**EXERCISE DETAILS:** Your answer should consist only of the records, copied exactly, with the images removed.

**DATASET RECORDS:**
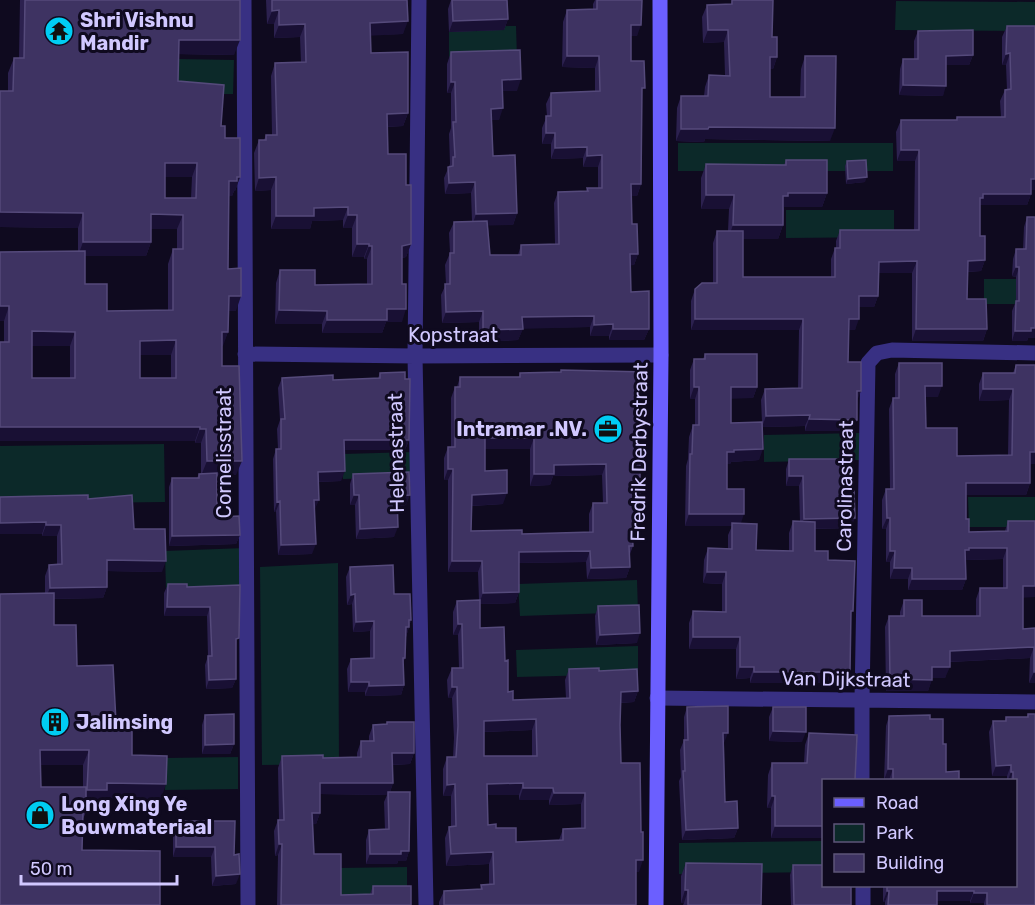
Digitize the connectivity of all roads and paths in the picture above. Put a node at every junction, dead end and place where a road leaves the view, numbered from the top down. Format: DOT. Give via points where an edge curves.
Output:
graph roads {
  1 [pos="244,0"];
  2 [pos="419,0"];
  3 [pos="660,0"];
  4 [pos="1035,353"];
  5 [pos="245,354"];
  6 [pos="661,355"];
  7 [pos="415,356"];
  8 [pos="657,698"];
  9 [pos="861,699"];
  10 [pos="1035,702"];
  11 [pos="862,779"];
  12 [pos="863,887"];
  13 [pos="248,905"];
  14 [pos="426,905"];
  15 [pos="656,905"];
  16 [pos="863,905"];
  1 -- 5 [label="street, Cornelisstraat"];
  2 -- 7 [label="street, Helenastraat"];
  3 -- 6 [label="main road, Fredrik Derbystraat"];
  4 -- 9 [label="street, Carolinastraat" via="892,350 877,352 868,363"];
  5 -- 7 [label="street, Kopstraat"];
  5 -- 13 [label="street, Cornelisstraat"];
  6 -- 7 [label="street, Kopstraat"];
  6 -- 8 [label="main road, Fredrik Derbystraat"];
  7 -- 14 [label="street, Helenastraat"];
  8 -- 9 [label="street, Van Dijkstraat"];
  8 -- 15 [label="main road, Fredrik Derbystraat"];
  9 -- 10 [label="street, Van Dijkstraat"];
  9 -- 11 [label="street, Carolinastraat"];
  12 -- 16 [label="street"];
}
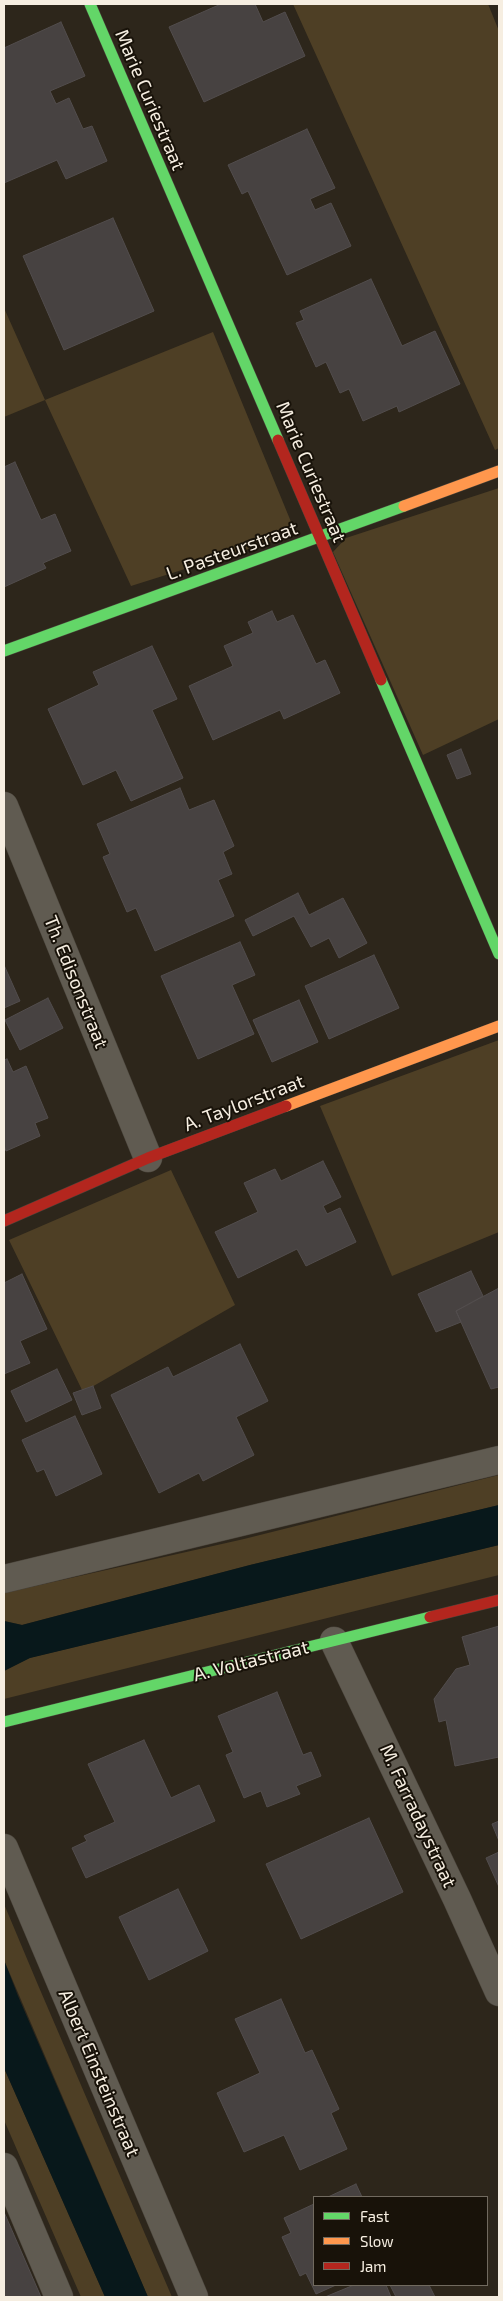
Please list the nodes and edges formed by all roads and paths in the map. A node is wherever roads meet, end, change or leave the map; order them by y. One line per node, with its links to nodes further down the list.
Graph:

**ANSWER BELOW:**
Digitize the connectivity of all roads and paths in the picture above. Put a node at every junction, dead end and place where a road leaves the view, numbered from the top down. Format: DOT. Give via points where an edge curves.
Output:
graph roads {
  1 [pos="244,0"];
  2 [pos="419,0"];
  3 [pos="660,0"];
  4 [pos="1035,353"];
  5 [pos="245,354"];
  6 [pos="661,355"];
  7 [pos="415,356"];
  8 [pos="657,698"];
  9 [pos="861,699"];
  10 [pos="1035,702"];
  11 [pos="862,779"];
  12 [pos="863,887"];
  13 [pos="248,905"];
  14 [pos="426,905"];
  15 [pos="656,905"];
  16 [pos="863,905"];
  1 -- 5 [label="street, Cornelisstraat"];
  2 -- 7 [label="street, Helenastraat"];
  3 -- 6 [label="main road, Fredrik Derbystraat"];
  4 -- 9 [label="street, Carolinastraat" via="892,350 877,352 868,363"];
  5 -- 7 [label="street, Kopstraat"];
  5 -- 13 [label="street, Cornelisstraat"];
  6 -- 7 [label="street, Kopstraat"];
  6 -- 8 [label="main road, Fredrik Derbystraat"];
  7 -- 14 [label="street, Helenastraat"];
  8 -- 9 [label="street, Van Dijkstraat"];
  8 -- 15 [label="main road, Fredrik Derbystraat"];
  9 -- 10 [label="street, Van Dijkstraat"];
  9 -- 11 [label="street, Carolinastraat"];
  12 -- 16 [label="street"];
}
Please list the nodes and edges formed by all roads and paths in the map. A node is wherever roads meet, end, change or leave the map; order them by y. One line per node, with its links to nodes further down the list.
Graph:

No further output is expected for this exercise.